PLUGH: A Benchmark for Spatial Understanding and Reasoning in Large Language Models
Alexey Tikhonov
TL;DR
PLUGH introduces a text-based game-derived benchmark for spatial reasoning in LLMs, linking narrative transcripts to formal spatial graphs across five tasks. The dataset comprises 125 segments from 48 games, producing 61 non-isomorphic graphs, with graphs extracted via the Jericho emulator and transcripts rewritten into fiction to bridge narrative and structure.

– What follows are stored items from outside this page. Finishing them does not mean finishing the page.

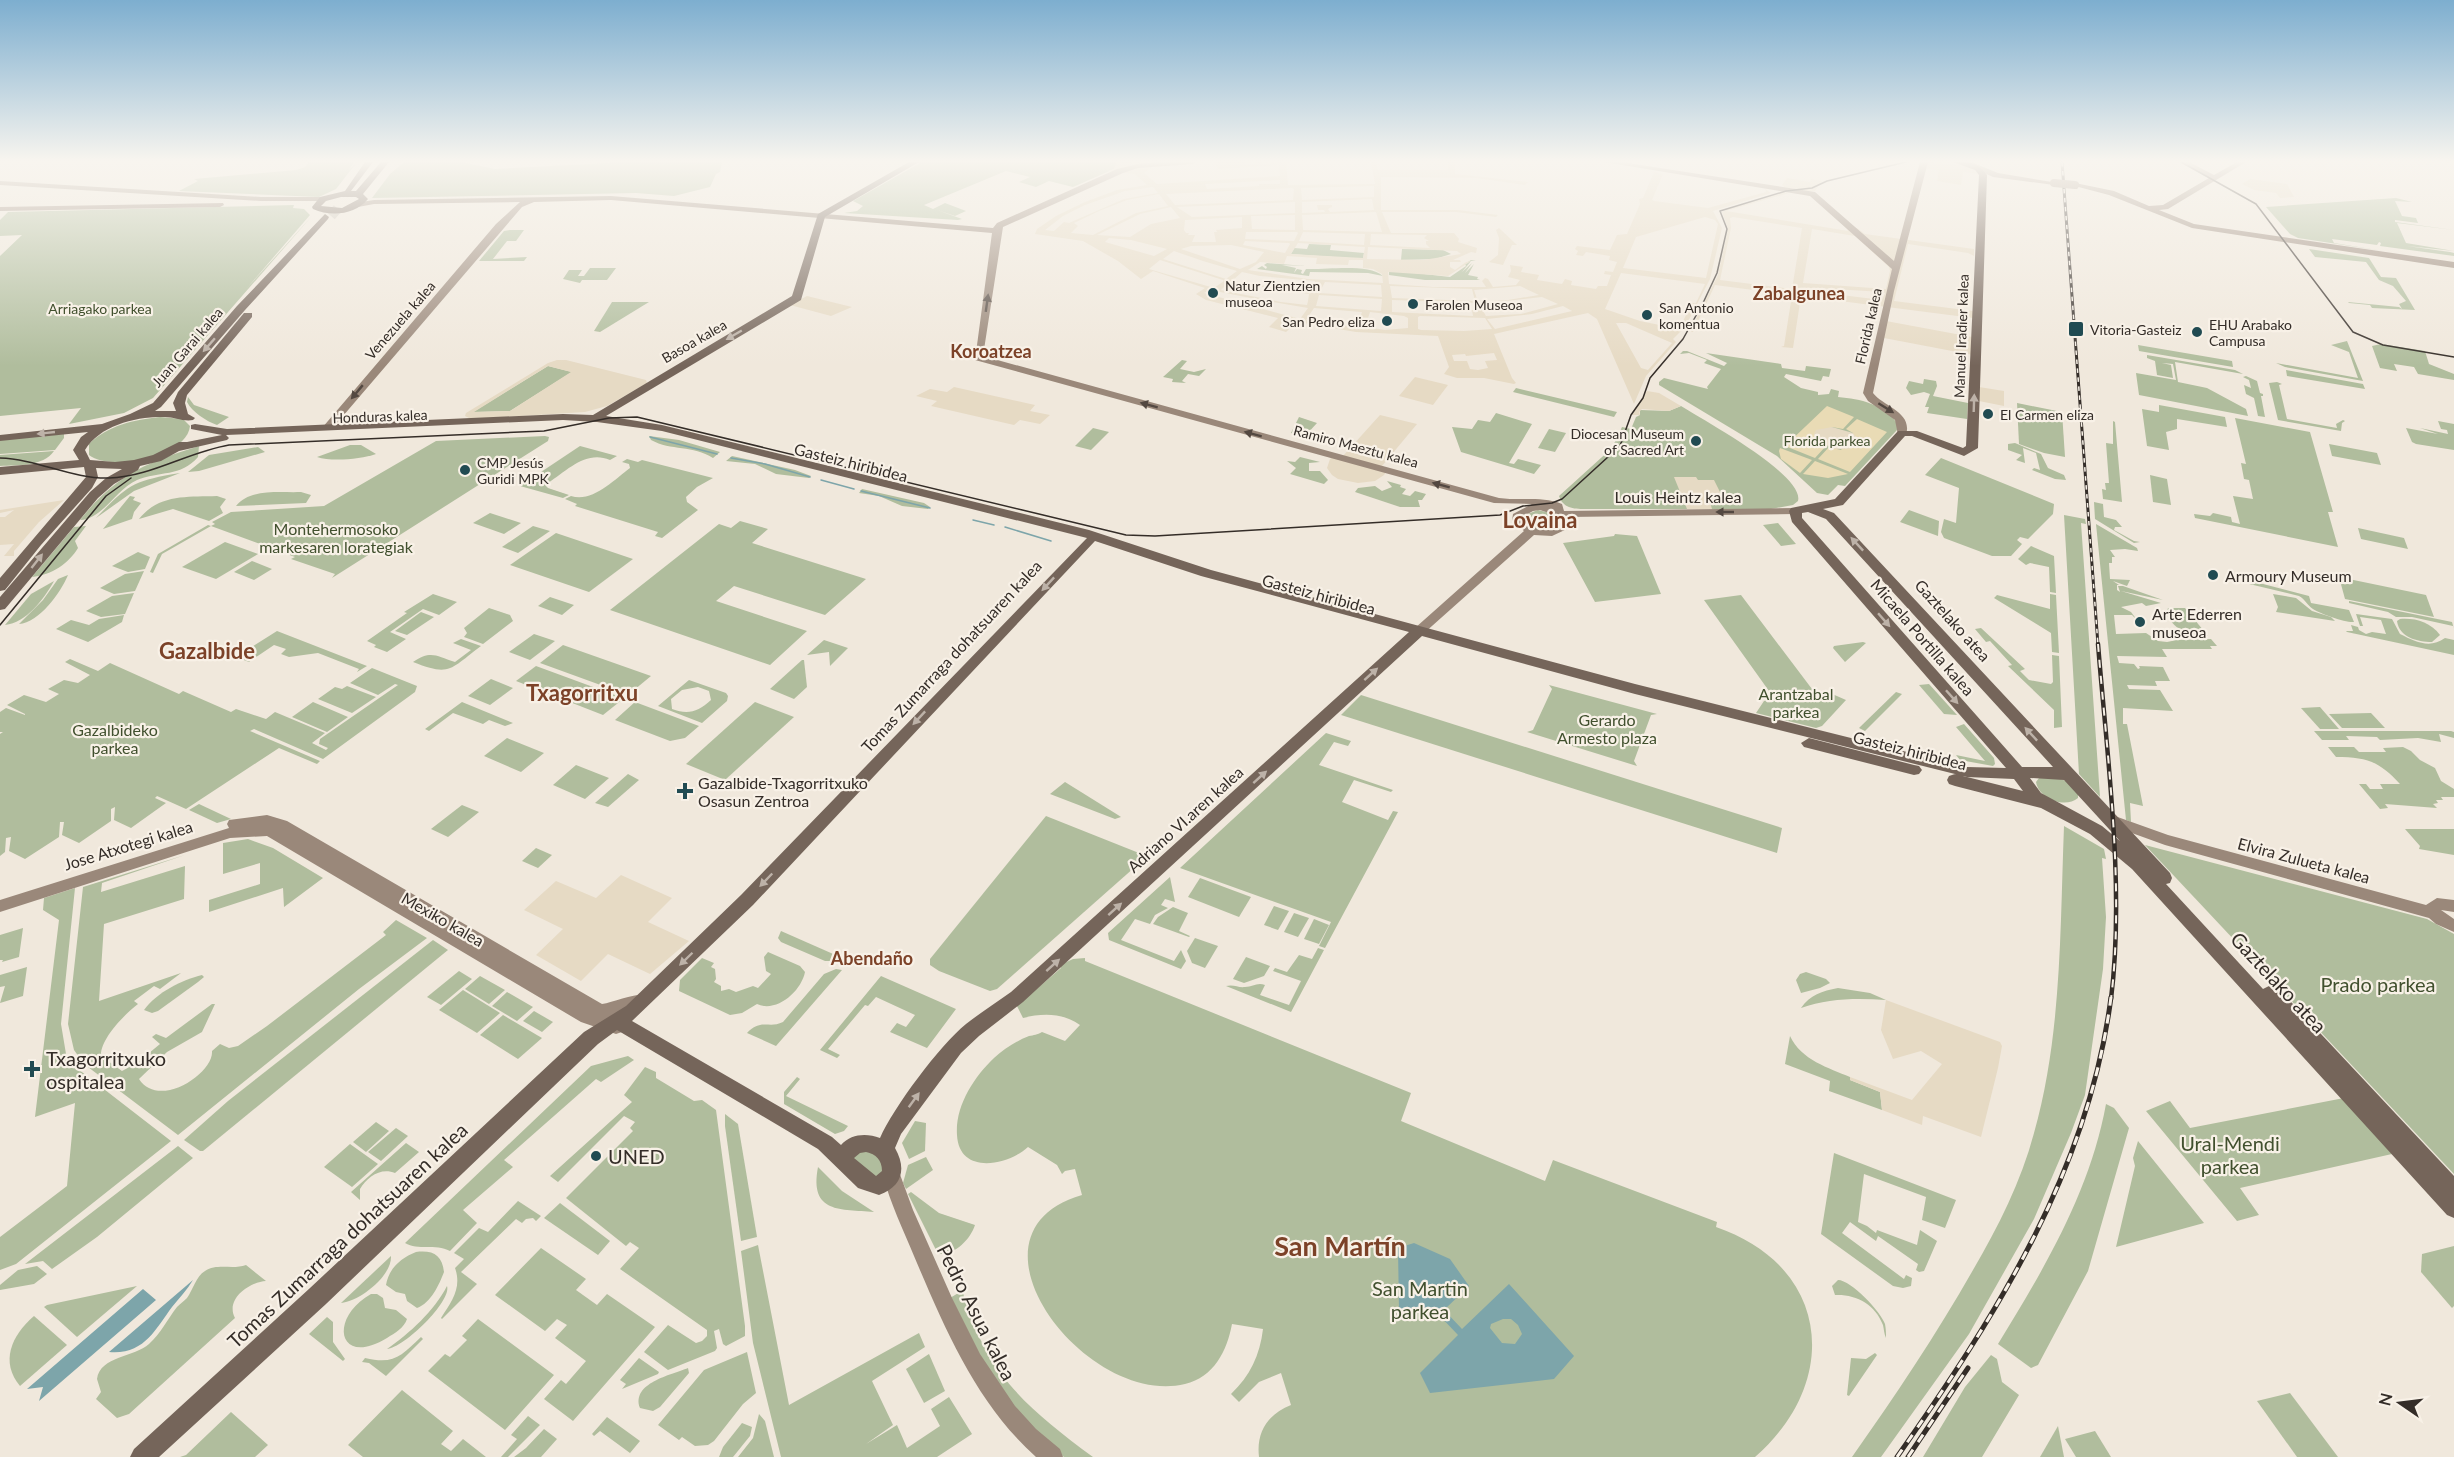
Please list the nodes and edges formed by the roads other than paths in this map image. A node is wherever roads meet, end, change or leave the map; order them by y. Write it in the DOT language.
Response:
graph roads {
  1 [pos="315,230"];
  2 [pos="319,230"];
  3 [pos="319,230"];
  4 [pos="497,230"];
  5 [pos="818,230"];
  6 [pos="997,230"];
  7 [pos="1853,230"];
  8 [pos="1907,230"];
  9 [pos="1981,230"];
  10 [pos="2218,230"];
  11 [pos="2454,265"];
  12 [pos="1897,268"];
  13 [pos="280,277"];
  14 [pos="183,415"];
  15 [pos="604,416"];
  16 [pos="563,417"];
  17 [pos="132,418"];
  18 [pos="111,425"];
  19 [pos="195,427"];
  20 [pos="327,428"];
  21 [pos="1906,430"];
  22 [pos="0,438"];
  23 [pos="176,448"];
  24 [pos="146,461"];
  25 [pos="87,463"];
  26 [pos="0,471"];
  27 [pos="1839,502"];
  28 [pos="1812,509"];
  29 [pos="1559,511"];
  30 [pos="1795,511"];
  31 [pos="1830,516"];
  32 [pos="1531,531"];
  33 [pos="1089,541"];
  34 [pos="0,587"];
  35 [pos="0,606"];
  36 [pos="1415,634"];
  37 [pos="2072,776"];
  38 [pos="2022,780"];
  39 [pos="2083,789"];
  40 [pos="2048,804"];
  41 [pos="2112,820"];
  42 [pos="268,825"];
  43 [pos="2096,830"];
  44 [pos="2165,840"];
  45 [pos="2134,843"];
  46 [pos="0,896"];
  47 [pos="0,906"];
  48 [pos="2454,906"];
  49 [pos="2434,913"];
  50 [pos="2454,926"];
  51 [pos="645,999"];
  52 [pos="616,1023"];
  53 [pos="585,1044"];
  54 [pos="884,1150"];
  55 [pos="848,1153"];
  56 [pos="885,1181"];
  57 [pos="2454,1190"];
  58 [pos="2454,1208"];
  59 [pos="142,1457"];
  60 [pos="1052,1457"];
  1 -- 17 [label="main road, Juan Garai kalea, one-way"];
  2 -- 13 [label="main road, Juan Garai kalea"];
  3 -- 13 [label="main road, Juan Garai kalea"];
  4 -- 20 [label="main road, Venezuela kalea, one-way"];
  5 -- 15 [label="main road, Basoa kalea, one-way"];
  29 -- 6 [label="main road, Ramiro Maeztu kalea, one-way"];
  7 -- 12 [label="main road"];
  8 -- 12 [label="main road, Florida kalea"];
  21 -- 9 [label="main road, Manuel Iradier kalea, one-way"];
  10 -- 11 [label="main road"];
  12 -- 21 [label="main road, Florida kalea, one-way"];
  13 -- 14 [label="main road, Juan Garai kalea"];
  14 -- 17 [label="main road"];
  14 -- 19 [label="main road"];
  15 -- 16 [label="main road, Honduras kalea"];
  15 -- 16 [label="main road, Basoa kalea"];
  15 -- 23 [label="main road, Honduras kalea"];
  15 -- 33 [label="main road, Gasteiz hiribidea"];
  15 -- 36 [label="main road, Gasteiz hiribidea"];
  16 -- 20 [label="main road, Honduras kalea"];
  17 -- 18 [label="main road"];
  18 -- 22 [label="main road, one-way"];
  18 -- 25 [label="main road"];
  19 -- 20 [label="main road, Honduras kalea"];
  19 -- 23 [label="main road"];
  21 -- 27 [label="main road"];
  23 -- 24 [label="main road"];
  24 -- 25 [label="main road"];
  35 -- 24 [label="main road, one-way"];
  25 -- 26 [label="main road"];
  25 -- 34 [label="main road"];
  27 -- 28 [label="main road"];
  27 -- 31 [label="main road"];
  28 -- 30 [label="main road"];
  28 -- 31 [label="main road, Gaztelako atea"];
  30 -- 29 [label="main road, Louis Heintz kalea, one-way"];
  29 -- 32 [label="main road"];
  29 -- 32 [label="main road"];
  30 -- 38 [label="main road, Micaela Portilla kalea, one-way"];
  37 -- 31 [label="main road, Gaztelako atea, one-way"];
  32 -- 36 [label="main road, Adriano VI.aren kalea"];
  33 -- 36 [label="main road, Gasteiz hiribidea"];
  33 -- 51 [label="main road, Tomas Zumarraga dohatsuaren kalea, one-way"];
  36 -- 38 [label="main road, Gasteiz hiribidea"];
  36 -- 40 [label="main road, Gasteiz hiribidea"];
  54 -- 36 [label="main road, Adriano VI.aren kalea, one-way"];
  37 -- 38 [label="main road"];
  37 -- 39 [label="main road, Gaztelako atea"];
  38 -- 40 [label="main road, Gaztelako atea"];
  39 -- 40 [label="main road"];
  39 -- 41 [label="main road, Gaztelako atea"];
  40 -- 43 [label="main road, Gaztelako atea"];
  41 -- 44 [label="main road, Elvira Zulueta kalea"];
  41 -- 45 [label="main road, Gaztelako atea"];
  42 -- 46 [label="main road, Jose Atxotegi kalea"];
  42 -- 47 [label="main road, Jose Atxotegi kalea"];
  42 -- 52 [label="main road, Mexiko kalea"];
  43 -- 45 [label="main road, Elvira Zulueta kalea"];
  43 -- 58 [label="main road, Gaztelako atea"];
  44 -- 45 [label="main road, Elvira Zulueta kalea"];
  44 -- 49 [label="main road, Elvira Zulueta kalea"];
  45 -- 57 [label="main road, Gaztelako atea"];
  48 -- 49 [label="main road"];
  49 -- 50 [label="main road, Elvira Zulueta kalea"];
  51 -- 52 [label="main road, Tomas Zumarraga dohatsuaren kalea"];
  51 -- 52 [label="main road"];
  52 -- 53 [label="main road, Tomas Zumarraga dohatsuaren kalea"];
  52 -- 53 [label="main road"];
  52 -- 55 [label="main road"];
  53 -- 59 [label="main road, Tomas Zumarraga dohatsuaren kalea"];
  54 -- 55 [label="main road"];
  54 -- 56 [label="main road"];
  55 -- 56 [label="main road"];
  56 -- 60 [label="main road, Pedro Asua kalea"];
}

Evaluation across commercial and open-source LLMs shows GPT-4 family leading on reasoning tasks while open-source models can be competitive in some settings, yet all models exhibit notable errors such as formatting issues and location hallucinations. The authors release code and data, analyze error modes, and discuss principles and future directions to improve grounding and spatial reasoning in LLMs.
Abstract
We present PLUGH (https://www.urbandictionary.com/define.php?term=plugh), a modern benchmark that currently consists of 5 tasks, each with 125 input texts extracted from 48 different games and representing 61 different (non-isomorphic) spatial graphs to assess the abilities of Large Language Models (LLMs) for spatial understanding and reasoning. Our evaluation of API-based and open-sourced LLMs shows that while some commercial LLMs exhibit strong reasoning abilities, open-sourced competitors can demonstrate almost the same level of quality; however, all models still have significant room for improvement. We identify typical reasons for LLM failures and discuss possible ways to deal with them. Datasets and evaluation code are released (https://github.com/altsoph/PLUGH).